◆ Input material ◆
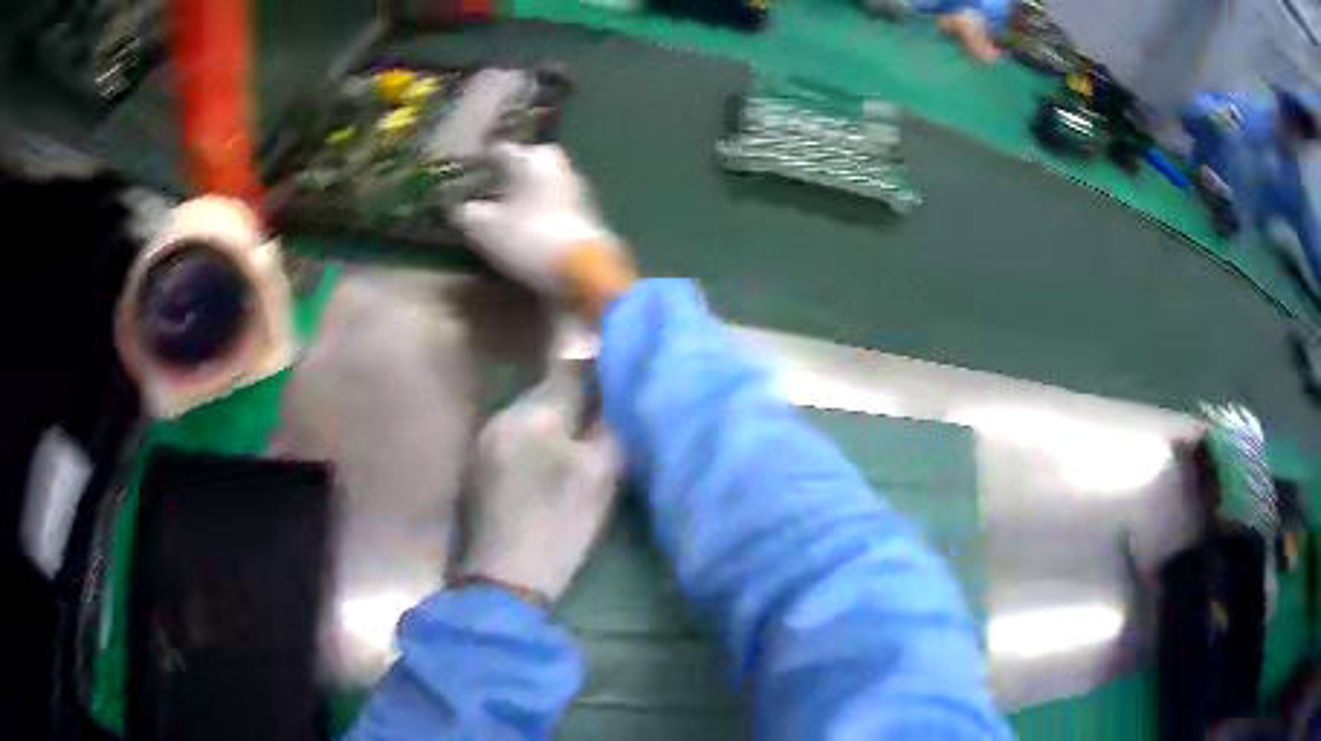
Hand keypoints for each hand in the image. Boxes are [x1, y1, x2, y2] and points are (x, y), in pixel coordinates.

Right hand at [456, 144, 635, 312]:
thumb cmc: (527, 237)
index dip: (477, 163)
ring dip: (519, 196)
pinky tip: (521, 229)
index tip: (463, 175)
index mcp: (531, 157)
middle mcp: (556, 165)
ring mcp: (575, 189)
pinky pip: (550, 206)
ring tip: (497, 214)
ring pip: (538, 185)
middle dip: (502, 178)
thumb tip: (459, 208)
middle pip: (522, 166)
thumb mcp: (482, 227)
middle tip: (480, 192)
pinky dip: (535, 212)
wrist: (583, 272)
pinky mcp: (585, 215)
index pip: (497, 151)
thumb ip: (465, 212)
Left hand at [457, 356, 619, 603]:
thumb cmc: (556, 525)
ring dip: (555, 429)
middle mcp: (500, 418)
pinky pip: (515, 443)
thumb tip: (614, 395)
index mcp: (530, 413)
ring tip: (580, 452)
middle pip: (547, 395)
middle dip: (576, 405)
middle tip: (606, 426)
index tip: (619, 388)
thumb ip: (607, 426)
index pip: (569, 371)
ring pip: (530, 420)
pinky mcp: (477, 471)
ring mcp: (483, 445)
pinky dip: (536, 449)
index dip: (599, 375)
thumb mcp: (598, 475)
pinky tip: (548, 474)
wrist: (501, 582)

◆ Try it ◆
Go through the data above and copy each line in which "thumb" appears.

◆ Response area ◆
thumb cmc: (527, 237)
thumb tip: (459, 208)
thumb mcp: (482, 227)
thumb ip: (465, 212)
thumb cmc: (556, 525)
thumb tip: (614, 395)
thumb ip: (607, 426)
thumb mcp: (598, 475)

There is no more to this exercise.